Logarithmic functions, such as the natural logarithm function involved in the expression \(y = \ln(3x - 5)\), are known for their unique properties related to continuity. By definition, a logarithmic function is continuous wherever its argument is positive. This is because the logarithm is only defined for positive numbers, ensuring smooth and unbroken behavior in its output.

For the given function \(y = \ln(3x - 5)\), continuity is observed where \(3x - 5 > 0\). To find the interval, solve the inequality: \(3x > 5\), leading to \(x > \frac{5}{3}\). This means that the function is continuous for all \(x\) values greater than \(\frac{5}{3}\).

When applying the Mean Value Theorem, it's crucial to select a closed interval \([a, b]\) such that both \(a\) and \(b\) are greater than \(\frac{5}{3}\). This ensures the function is continuous throughout the entire interval, a necessary condition for the theorem.

Differentiability refers to the existence of a derivative at each point in an interval, confirming smoothness and no abrupt changes or corners. A function is differentiable in an open interval if you can calculate a derivative at every point within it.

For the logarithmic function \(y = \ln(3x - 5)\), its derivative is determined as \(y' = \frac{3}{3x - 5}\). The derivative is well-defined anywhere the logarithm is continuous, that is, when \(x > \frac{5}{3}\). This means the function is differentiable for any \(x\) greater than \(\frac{5}{3}\).

Hence, for the Mean Value Theorem to apply, choose an open interval \((a, b)\) where both \(a > \frac{5}{3}\) and \(b > \frac{5}{3}\). This ensures the function is differentiable over the entire interval, an essential requirement for employing the theorem.

The Mean Value Theorem applies to functions that are continuous on a closed interval and differentiable on the open interval contained within it. Understanding when it can be used is crucial for deriving meaningful results.

For \(y = \ln(3x - 5)\), the intervals where the Mean Value Theorem holds are determined by both its continuity and differentiability. From the information derived:

• The function is continuous for \(x > \frac{5}{3}\).
• It is also differentiable on this same condition.

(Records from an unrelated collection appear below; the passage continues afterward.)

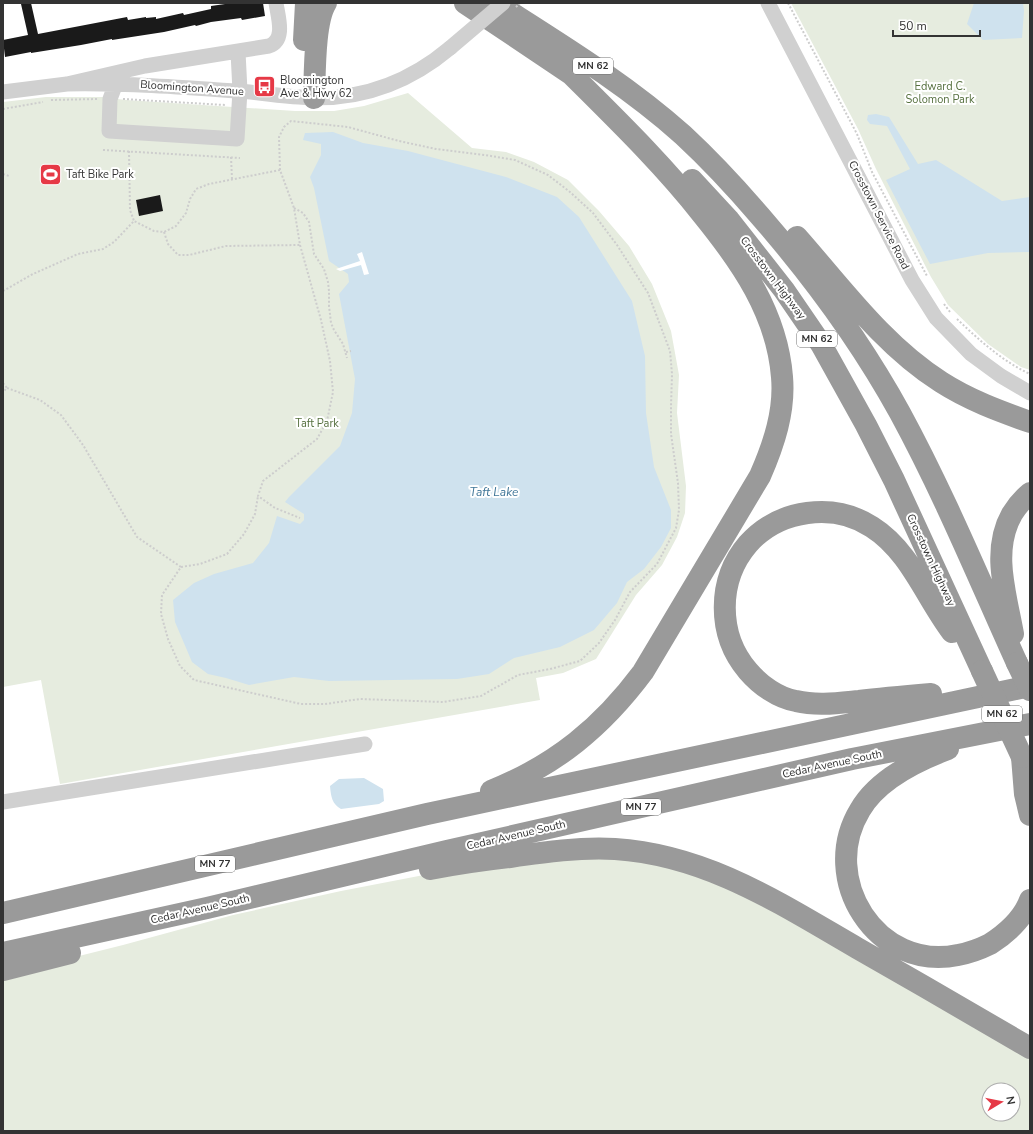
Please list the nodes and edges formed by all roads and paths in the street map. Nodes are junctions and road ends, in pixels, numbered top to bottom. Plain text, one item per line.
1 (276, 3) edge
2 (306, 3) edge
3 (326, 3) edge
4 (465, 3) edge
5 (496, 3) edge
6 (503, 3) edge
7 (768, 3) edge
8 (788, 3) edge
9 (238, 52) junction
10 (566, 69) junction
11 (116, 83) junction
12 (67, 84) junction
13 (240, 91) junction
14 (3, 92) edge
15 (307, 98) junction
16 (683, 136) junction
17 (103, 150) dead end
18 (129, 151) junction
19 (230, 157) junction
20 (240, 158) dead end
21 (280, 170) junction
22 (3, 174) edge
23 (9, 176) dead end
24 (232, 179) junction
25 (294, 208) junction
26 (134, 221) junction
27 (164, 232) junction
28 (300, 245) junction
29 (930, 282) dead end
30 (3, 291) edge
31 (942, 301) dead end
32 (951, 313) dead end
33 (956, 318) dead end
34 (351, 351) dead end
35 (346, 352) junction
36 (347, 358) dead end
37 (1030, 374) edge
38 (3, 383) edge
39 (7, 388) junction
40 (3, 392) edge
41 (1030, 394) edge
42 (1030, 422) edge
43 (1030, 493) edge
44 (258, 496) junction
45 (300, 518) dead end
46 (181, 567) junction
47 (1017, 663) junction
48 (982, 671) junction
49 (1030, 686) edge
50 (1030, 690) edge
51 (986, 695) junction
52 (1030, 724) edge
53 (999, 730) junction
54 (365, 744) dead end
55 (1026, 766) edge
56 (3, 802) edge
57 (427, 814) junction
58 (1030, 815) edge
59 (290, 889) junction
60 (1030, 900) edge
61 (207, 908) junction
62 (3, 914) edge
63 (3, 953) edge
64 (3, 970) edge
65 (1030, 1048) edge

1 - 9 street, Bloomington Avenue
2 - 15 highway
3 - 15 highway
4 - 10 highway, Crosstown Highway / MN 62
5 - 16 highway, MN 62
6 - 15 street, Bloomington Avenue, bridge
7 - 41 street, Crosstown Service Road
8 - 29 path
9 - 12 street, Bloomington Avenue
9 - 13 street
10 - 48 highway, Crosstown Highway / MN 62
10 - 57 highway
11 - 12 street, Bloomington Avenue
11 - 13 street, Bloomington Avenue
11 - 13 street
12 - 14 street, Bloomington Avenue
13 - 15 street, Bloomington Avenue
16 - 42 highway
16 - 47 highway, MN 62
17 - 18 path
18 - 19 path
18 - 26 path
19 - 20 path
19 - 24 path
21 - 24 path
21 - 25 path
21 - 46 path
22 - 23 path
24 - 27 path
25 - 28 path
25 - 35 path
26 - 27 path
26 - 30 path
27 - 28 path
28 - 44 path
31 - 32 path
33 - 37 path
34 - 35 path
35 - 36 path
38 - 39 path
39 - 40 path
39 - 46 path
43 - 47 highway
44 - 45 path
44 - 46 path
47 - 50 highway, MN 62, bridge
48 - 51 highway
48 - 55 highway, Crosstown Highway / MN 62, bridge
49 - 51 highway
51 - 57 highway, MN 77
52 - 53 highway, Cedar Avenue South
53 - 59 highway, Cedar Avenue South / MN 77
53 - 60 highway
54 - 56 street
55 - 58 highway, Crosstown Highway
57 - 62 highway, MN 77
59 - 61 highway, Cedar Avenue South / MN 77
59 - 65 highway
61 - 63 highway, Cedar Avenue South / MN 77
61 - 64 highway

Therefore, the Mean Value Theorem can be applied on any closed interval \([a, b]\) where \(a > \frac{5}{3}\) and \(b > \frac{5}{3}\). Here, continuity and differentiability conditions align perfectly, allowing proper application of the theorem. The chosen interval must not include points where \(x \leq \frac{5}{3}\) because the function would not meet the necessary conditions at those points.